• [DATASET EXTRACT]
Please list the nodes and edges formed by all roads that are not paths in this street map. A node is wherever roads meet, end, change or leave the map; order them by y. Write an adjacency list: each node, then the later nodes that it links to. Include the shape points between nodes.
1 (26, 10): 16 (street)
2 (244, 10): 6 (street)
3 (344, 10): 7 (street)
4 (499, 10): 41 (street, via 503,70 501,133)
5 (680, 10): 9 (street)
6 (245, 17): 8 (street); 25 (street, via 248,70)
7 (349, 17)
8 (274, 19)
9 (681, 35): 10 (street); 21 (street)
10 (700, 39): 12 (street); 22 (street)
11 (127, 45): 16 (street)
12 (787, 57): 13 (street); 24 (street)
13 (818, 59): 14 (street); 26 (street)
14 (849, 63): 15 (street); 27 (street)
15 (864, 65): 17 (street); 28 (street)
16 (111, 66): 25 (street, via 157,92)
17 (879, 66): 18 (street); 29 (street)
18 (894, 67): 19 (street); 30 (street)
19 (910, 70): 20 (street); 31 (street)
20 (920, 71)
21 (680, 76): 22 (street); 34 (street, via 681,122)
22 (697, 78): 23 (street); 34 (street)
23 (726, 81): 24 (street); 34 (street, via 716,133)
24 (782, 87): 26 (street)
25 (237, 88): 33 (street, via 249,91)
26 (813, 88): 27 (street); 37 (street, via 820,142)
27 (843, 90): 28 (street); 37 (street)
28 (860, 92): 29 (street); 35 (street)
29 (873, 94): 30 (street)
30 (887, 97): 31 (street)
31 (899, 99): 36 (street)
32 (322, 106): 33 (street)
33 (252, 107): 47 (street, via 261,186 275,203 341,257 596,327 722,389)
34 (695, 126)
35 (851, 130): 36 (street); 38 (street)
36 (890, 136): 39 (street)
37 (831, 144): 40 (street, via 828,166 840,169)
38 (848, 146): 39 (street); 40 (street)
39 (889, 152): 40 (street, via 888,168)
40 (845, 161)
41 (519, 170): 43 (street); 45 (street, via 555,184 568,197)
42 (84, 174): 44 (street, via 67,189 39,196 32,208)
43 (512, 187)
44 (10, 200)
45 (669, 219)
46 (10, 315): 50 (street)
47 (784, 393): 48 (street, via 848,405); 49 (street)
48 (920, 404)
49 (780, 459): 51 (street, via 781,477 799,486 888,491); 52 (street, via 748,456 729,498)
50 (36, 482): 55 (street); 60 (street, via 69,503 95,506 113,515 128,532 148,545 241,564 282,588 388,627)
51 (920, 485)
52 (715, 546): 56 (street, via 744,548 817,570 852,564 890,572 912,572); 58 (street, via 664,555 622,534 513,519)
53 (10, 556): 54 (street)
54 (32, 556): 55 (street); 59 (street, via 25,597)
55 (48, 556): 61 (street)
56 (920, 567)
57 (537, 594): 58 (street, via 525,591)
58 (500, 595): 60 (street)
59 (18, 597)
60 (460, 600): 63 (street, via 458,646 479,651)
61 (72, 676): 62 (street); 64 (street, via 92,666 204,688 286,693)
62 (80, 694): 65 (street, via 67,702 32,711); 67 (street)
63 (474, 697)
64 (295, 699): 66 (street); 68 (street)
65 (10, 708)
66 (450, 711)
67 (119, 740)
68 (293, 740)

• [PROBLEM TO SOLVE] Each line of the listing should be copied exactly, with none left out.

• [YOUR RESPONSE]
Please list the nodes and edges formed by all roads that are not paths in this street map. A node is wherever roads meet, end, change or leave the map; order them by y. Write an adjacency list: each node, then the later nodes that it links to. Include the shape points between nodes.
1 (26, 10): 16 (street)
2 (244, 10): 6 (street)
3 (344, 10): 7 (street)
4 (499, 10): 41 (street, via 503,70 501,133)
5 (680, 10): 9 (street)
6 (245, 17): 8 (street); 25 (street, via 248,70)
7 (349, 17)
8 (274, 19)
9 (681, 35): 10 (street); 21 (street)
10 (700, 39): 12 (street); 22 (street)
11 (127, 45): 16 (street)
12 (787, 57): 13 (street); 24 (street)
13 (818, 59): 14 (street); 26 (street)
14 (849, 63): 15 (street); 27 (street)
15 (864, 65): 17 (street); 28 (street)
16 (111, 66): 25 (street, via 157,92)
17 (879, 66): 18 (street); 29 (street)
18 (894, 67): 19 (street); 30 (street)
19 (910, 70): 20 (street); 31 (street)
20 (920, 71)
21 (680, 76): 22 (street); 34 (street, via 681,122)
22 (697, 78): 23 (street); 34 (street)
23 (726, 81): 24 (street); 34 (street, via 716,133)
24 (782, 87): 26 (street)
25 (237, 88): 33 (street, via 249,91)
26 (813, 88): 27 (street); 37 (street, via 820,142)
27 (843, 90): 28 (street); 37 (street)
28 (860, 92): 29 (street); 35 (street)
29 (873, 94): 30 (street)
30 (887, 97): 31 (street)
31 (899, 99): 36 (street)
32 (322, 106): 33 (street)
33 (252, 107): 47 (street, via 261,186 275,203 341,257 596,327 722,389)
34 (695, 126)
35 (851, 130): 36 (street); 38 (street)
36 (890, 136): 39 (street)
37 (831, 144): 40 (street, via 828,166 840,169)
38 (848, 146): 39 (street); 40 (street)
39 (889, 152): 40 (street, via 888,168)
40 (845, 161)
41 (519, 170): 43 (street); 45 (street, via 555,184 568,197)
42 (84, 174): 44 (street, via 67,189 39,196 32,208)
43 (512, 187)
44 (10, 200)
45 (669, 219)
46 (10, 315): 50 (street)
47 (784, 393): 48 (street, via 848,405); 49 (street)
48 (920, 404)
49 (780, 459): 51 (street, via 781,477 799,486 888,491); 52 (street, via 748,456 729,498)
50 (36, 482): 55 (street); 60 (street, via 69,503 95,506 113,515 128,532 148,545 241,564 282,588 388,627)
51 (920, 485)
52 (715, 546): 56 (street, via 744,548 817,570 852,564 890,572 912,572); 58 (street, via 664,555 622,534 513,519)
53 (10, 556): 54 (street)
54 (32, 556): 55 (street); 59 (street, via 25,597)
55 (48, 556): 61 (street)
56 (920, 567)
57 (537, 594): 58 (street, via 525,591)
58 (500, 595): 60 (street)
59 (18, 597)
60 (460, 600): 63 (street, via 458,646 479,651)
61 (72, 676): 62 (street); 64 (street, via 92,666 204,688 286,693)
62 (80, 694): 65 (street, via 67,702 32,711); 67 (street)
63 (474, 697)
64 (295, 699): 66 (street); 68 (street)
65 (10, 708)
66 (450, 711)
67 (119, 740)
68 (293, 740)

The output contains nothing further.